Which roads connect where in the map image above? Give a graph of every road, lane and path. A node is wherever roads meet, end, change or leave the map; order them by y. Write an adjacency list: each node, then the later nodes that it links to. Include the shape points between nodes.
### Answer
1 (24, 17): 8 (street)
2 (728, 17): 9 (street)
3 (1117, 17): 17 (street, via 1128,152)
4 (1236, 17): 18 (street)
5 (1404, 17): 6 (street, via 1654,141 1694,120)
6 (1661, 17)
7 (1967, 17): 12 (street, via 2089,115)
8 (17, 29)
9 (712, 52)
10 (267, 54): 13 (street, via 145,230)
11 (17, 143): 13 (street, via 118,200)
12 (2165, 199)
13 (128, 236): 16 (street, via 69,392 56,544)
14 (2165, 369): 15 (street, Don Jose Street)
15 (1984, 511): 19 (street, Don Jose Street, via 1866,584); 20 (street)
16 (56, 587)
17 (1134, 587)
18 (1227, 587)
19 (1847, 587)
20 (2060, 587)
--
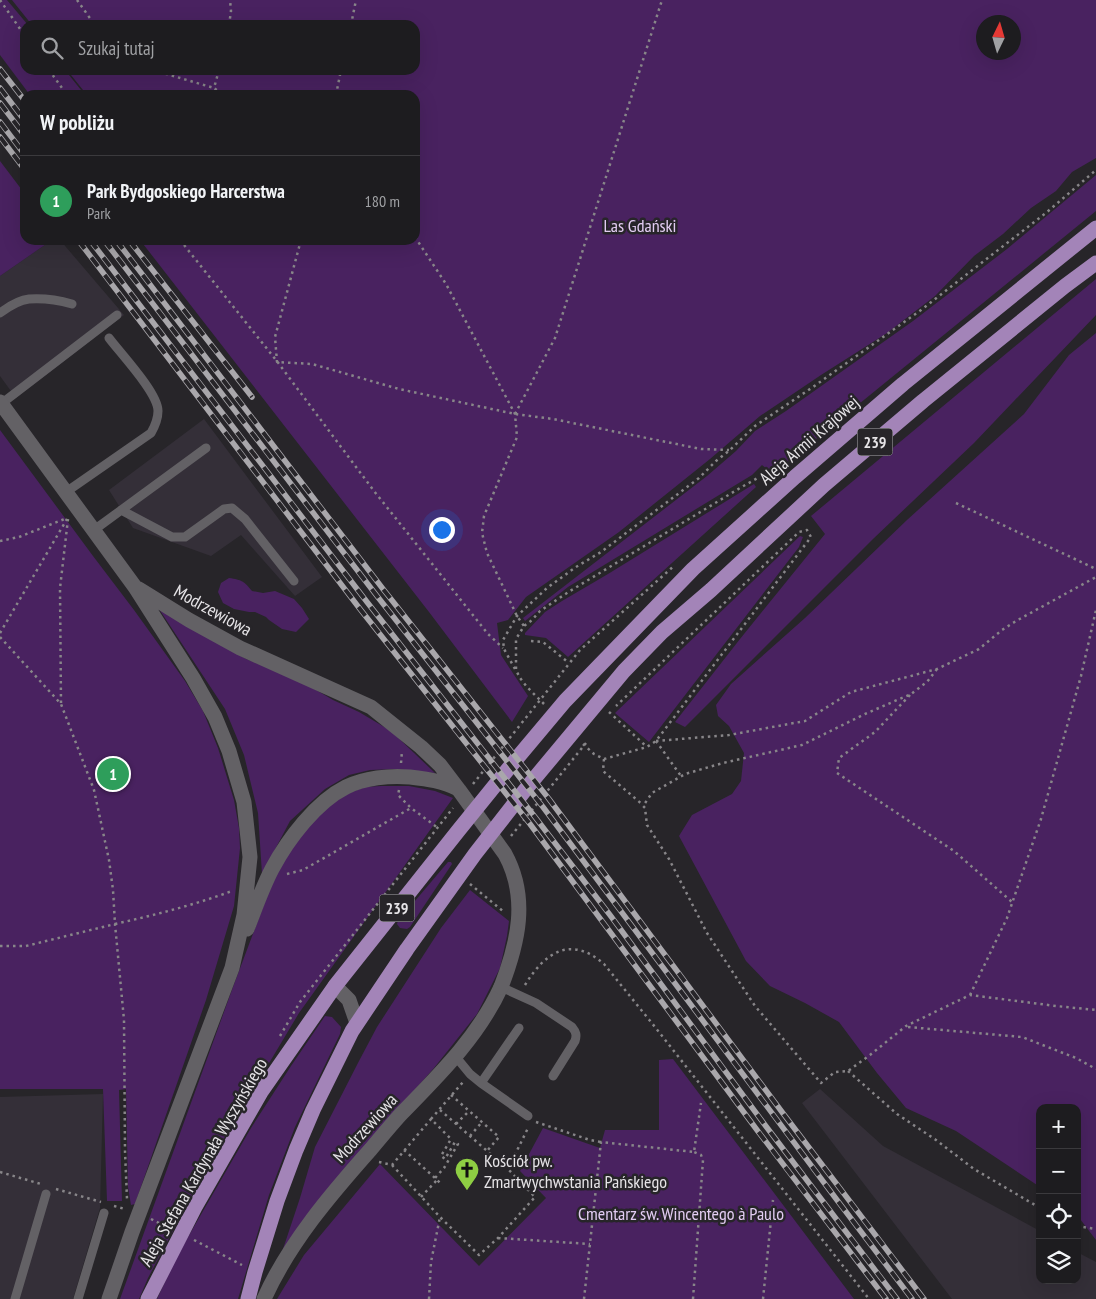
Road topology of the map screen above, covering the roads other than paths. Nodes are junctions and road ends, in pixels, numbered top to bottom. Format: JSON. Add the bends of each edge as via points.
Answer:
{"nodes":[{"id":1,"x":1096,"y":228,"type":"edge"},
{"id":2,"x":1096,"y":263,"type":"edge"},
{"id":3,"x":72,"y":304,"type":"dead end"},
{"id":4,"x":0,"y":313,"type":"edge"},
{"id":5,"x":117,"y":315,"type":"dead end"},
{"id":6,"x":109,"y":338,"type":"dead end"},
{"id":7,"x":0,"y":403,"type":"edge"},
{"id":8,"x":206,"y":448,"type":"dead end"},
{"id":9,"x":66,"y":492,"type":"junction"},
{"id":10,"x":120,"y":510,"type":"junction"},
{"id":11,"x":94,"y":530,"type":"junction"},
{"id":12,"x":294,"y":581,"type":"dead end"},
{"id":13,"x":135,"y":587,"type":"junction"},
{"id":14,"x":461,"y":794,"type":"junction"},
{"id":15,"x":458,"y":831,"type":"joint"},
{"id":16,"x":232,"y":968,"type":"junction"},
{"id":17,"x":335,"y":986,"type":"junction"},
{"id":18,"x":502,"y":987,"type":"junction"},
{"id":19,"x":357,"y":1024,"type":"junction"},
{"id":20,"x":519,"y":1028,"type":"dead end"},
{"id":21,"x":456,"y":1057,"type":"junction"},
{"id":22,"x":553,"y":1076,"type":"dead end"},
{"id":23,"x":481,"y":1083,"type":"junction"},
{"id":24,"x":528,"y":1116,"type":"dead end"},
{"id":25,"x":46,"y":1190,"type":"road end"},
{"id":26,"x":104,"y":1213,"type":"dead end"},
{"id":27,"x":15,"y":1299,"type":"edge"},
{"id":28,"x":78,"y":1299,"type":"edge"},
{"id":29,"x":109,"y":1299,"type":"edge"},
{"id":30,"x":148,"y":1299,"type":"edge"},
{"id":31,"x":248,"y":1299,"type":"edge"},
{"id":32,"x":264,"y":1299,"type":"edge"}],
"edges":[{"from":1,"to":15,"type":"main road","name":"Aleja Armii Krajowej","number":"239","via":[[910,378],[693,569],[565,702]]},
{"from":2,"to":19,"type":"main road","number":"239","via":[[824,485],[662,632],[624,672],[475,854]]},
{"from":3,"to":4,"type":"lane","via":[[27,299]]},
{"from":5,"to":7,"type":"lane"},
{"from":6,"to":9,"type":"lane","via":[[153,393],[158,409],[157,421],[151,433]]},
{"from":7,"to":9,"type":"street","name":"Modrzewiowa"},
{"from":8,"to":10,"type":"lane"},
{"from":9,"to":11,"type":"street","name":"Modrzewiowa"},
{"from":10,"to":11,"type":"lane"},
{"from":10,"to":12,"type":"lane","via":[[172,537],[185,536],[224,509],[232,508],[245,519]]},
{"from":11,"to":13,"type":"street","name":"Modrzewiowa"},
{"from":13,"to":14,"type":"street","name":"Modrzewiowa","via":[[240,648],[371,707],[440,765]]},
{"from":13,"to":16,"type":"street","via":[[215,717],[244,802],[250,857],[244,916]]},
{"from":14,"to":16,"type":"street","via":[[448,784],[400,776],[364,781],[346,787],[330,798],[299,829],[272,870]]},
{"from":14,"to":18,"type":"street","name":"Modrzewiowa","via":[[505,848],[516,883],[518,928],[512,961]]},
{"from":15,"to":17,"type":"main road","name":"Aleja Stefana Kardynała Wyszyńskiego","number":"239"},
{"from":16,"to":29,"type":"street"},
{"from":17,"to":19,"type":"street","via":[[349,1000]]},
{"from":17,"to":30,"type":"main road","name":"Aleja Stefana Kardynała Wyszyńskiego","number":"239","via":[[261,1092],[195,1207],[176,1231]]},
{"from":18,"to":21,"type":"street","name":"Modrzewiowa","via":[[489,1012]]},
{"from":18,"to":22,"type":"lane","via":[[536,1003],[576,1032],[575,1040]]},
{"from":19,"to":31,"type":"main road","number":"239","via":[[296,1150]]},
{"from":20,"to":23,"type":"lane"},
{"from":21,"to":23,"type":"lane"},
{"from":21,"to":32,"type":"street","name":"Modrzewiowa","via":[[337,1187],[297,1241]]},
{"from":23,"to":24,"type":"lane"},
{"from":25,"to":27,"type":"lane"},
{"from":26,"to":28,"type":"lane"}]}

Work request: Whenever a line in the data holds "above", copy that line.

Written solution:
Which roads connect where in the map image above? Give a graph of every road, lane and path. A node is wherever roads meet, end, change or leave the map; order them by y. Write an adjacency list: each node, then the later nodes that it links to. Include the shape points between nodes.
Road topology of the map screen above, covering the roads other than paths. Nodes are junctions and road ends, in pixels, numbered top to bottom. Format: JSON. Add the bends of each edge as via points.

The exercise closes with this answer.